Investment Management

The private investment market has always been the core of the investment management division and last year was no different, with success at all levels from the lower mid market up to the bulge bracket investment houses. It was a record year for fund raising and this resulted in a huge demand for asset class specific fund accountants. The three to five year post qualified experience mark was a real sweet spot, although processes took longer than in previous years. Worthy of note is the continued growth of the London venture capital market. The record funds raised in 2014 and 2015 have resulted in a real appetite for the asset class with the consequence being a lot of work with new, start-up ventures and growth funds.

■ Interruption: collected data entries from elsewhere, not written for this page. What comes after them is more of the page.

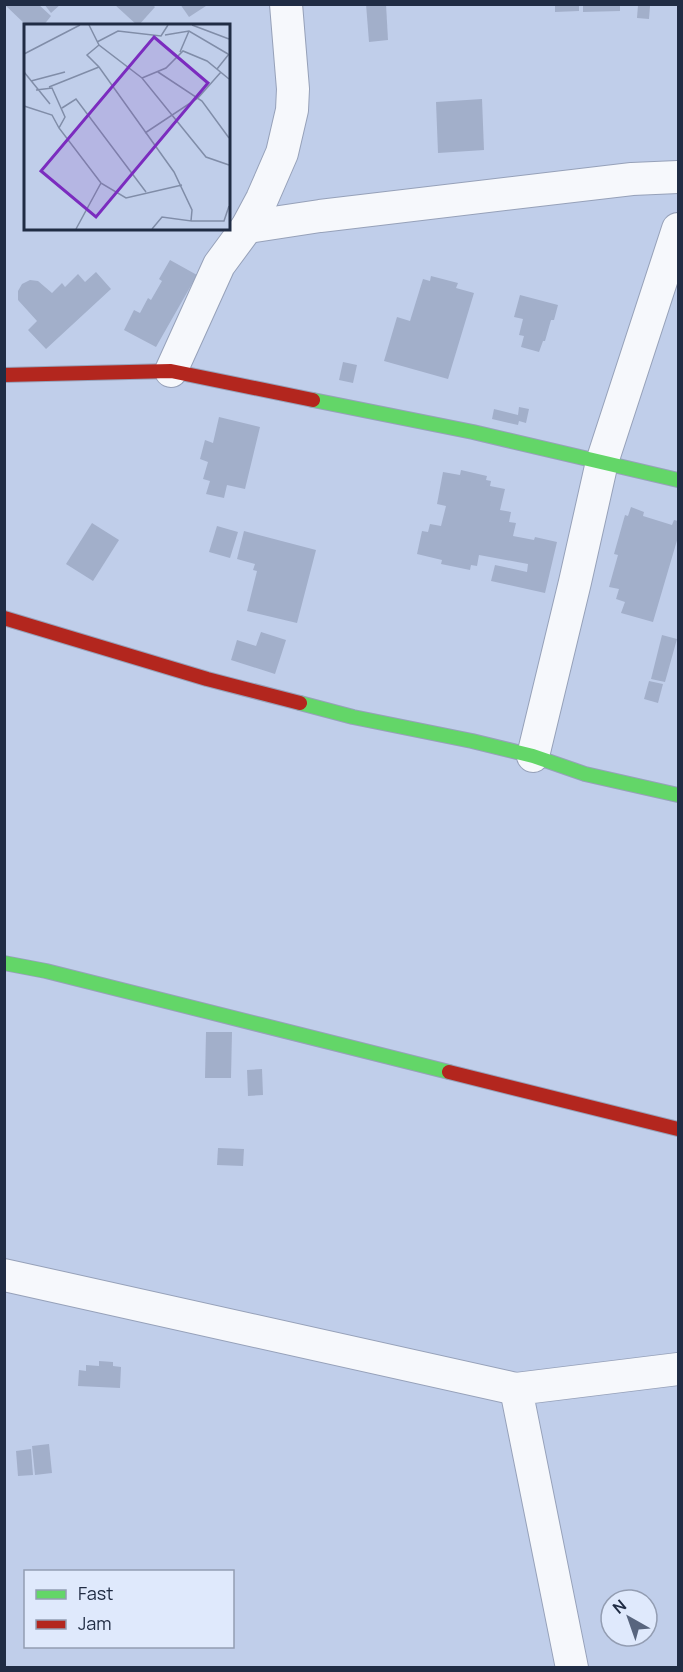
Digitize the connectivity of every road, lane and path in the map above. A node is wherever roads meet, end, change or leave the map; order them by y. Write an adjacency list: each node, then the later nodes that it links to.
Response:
1 (286, 4): 3 (street)
2 (678, 177): 3 (street)
3 (247, 227): 5 (street)
4 (678, 229): 7 (street)
5 (171, 371): 6 (street); 7 (street)
6 (4, 375)
7 (602, 462): 8 (street); 10 (street)
8 (678, 480)
9 (4, 618): 10 (street)
10 (533, 756): 11 (street)
11 (678, 795)
12 (4, 963): 13 (street)
13 (678, 1129)
14 (4, 1275): 16 (street)
15 (678, 1369): 16 (street)
16 (516, 1389): 17 (street)
17 (572, 1668)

There has been a shift in approach among larger financial institutions, where compliance professionals are being brought in to assist with remediation programmes, particularly in the financial crime and sanctions area. New regulation is driving the contract market. Clients are increasingly running programmes to ensure they are prepared for the wide-ranging implications of MiFID II/ MiFIR, which goes live in January 2018.

Real Estate

Despite the climate of uncertainty, some opportunities did emerge in the European real estate industry, with the favourable exchange rate attracting overseas investors to premium quality assets in and around the UK. In this risk-off climate, in which many real estate investors are clearly willing to sacrifice some yield for lower risk, Germany is regarded as the new haven for capital.

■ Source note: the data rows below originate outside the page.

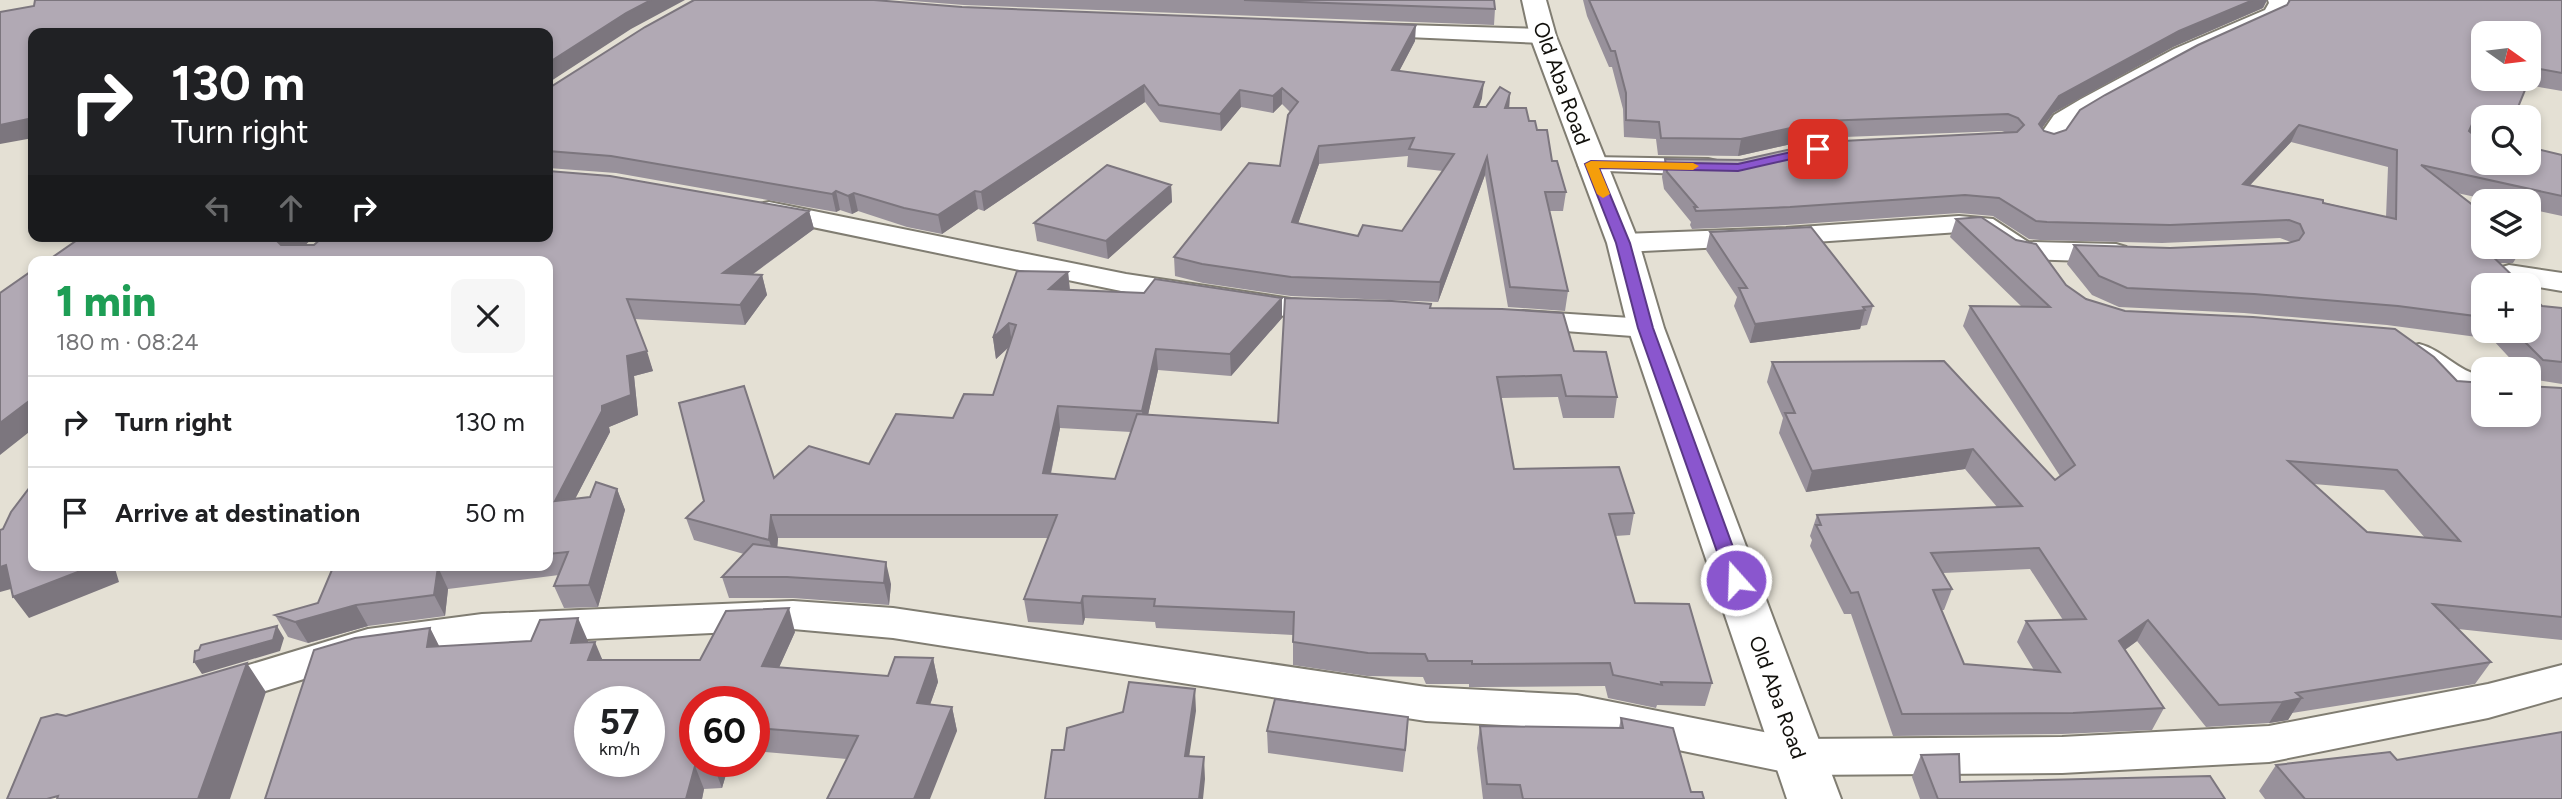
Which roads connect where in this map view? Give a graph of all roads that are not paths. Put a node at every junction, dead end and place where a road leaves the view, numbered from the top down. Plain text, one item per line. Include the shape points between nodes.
1 (1534, 0) edge
2 (2278, 0) edge
3 (1352, 30) edge
4 (1543, 36) junction
5 (2049, 141) edge
6 (1591, 164) junction
7 (1738, 167) edge
8 (744, 206) edge
9 (1623, 243) junction
10 (2040, 252) junction
11 (2148, 254) edge
12 (2541, 279) edge
13 (2562, 282) edge
14 (2062, 283) edge
15 (1353, 309) edge
16 (1498, 318) edge
17 (1646, 328) junction
18 (2400, 339) edge
19 (2471, 383) edge
20 (2562, 681) edge
21 (181, 700) edge
22 (1799, 757) junction
23 (1814, 799) edge

1 - 4 main road, Old Aba Road
2 - 5 street via 2272,14 2182,54 2063,120
3 - 4 street
4 - 6 main road, Old Aba Road
6 - 7 street
6 - 9 main road, Old Aba Road
8 - 15 street via 1126,283 1291,308
9 - 10 street via 1959,224 1983,225 2021,250
9 - 17 main road, Old Aba Road
10 - 11 street
10 - 14 street
12 - 13 street
16 - 17 street
17 - 22 main road, Old Aba Road
18 - 19 street via 2438,371
20 - 22 street via 2488,701 2269,744 2062,755
21 - 22 street via 368,644 482,629 793,615 893,623 1426,704 1577,712
22 - 23 main road, Old Aba Road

Part-Qualified & Transactional

Part-qualified accountants within 12 months of qualifying are in a strong position and can afford to be selective in their next move. Their main motivation is to progress into a more all round financial and management accounting role, with access to regulatory reporting, management, or fund accounting. They will also be mindful of the salaries available once they qualify.

Executive & Interim

Hiring at the executive finance level started slowly but picked up towards the end of the year. There was a slight increase in roles available at the £80k to £150k range within business as usual finance and areas like financial planning and analysis, while business partnering saw a welcome return to centre stage. Whilst employers were more decisive and swift in their senior recruitment than in previous years, it is still very much a buyer’s market with firms able to hold out for the very best talent available.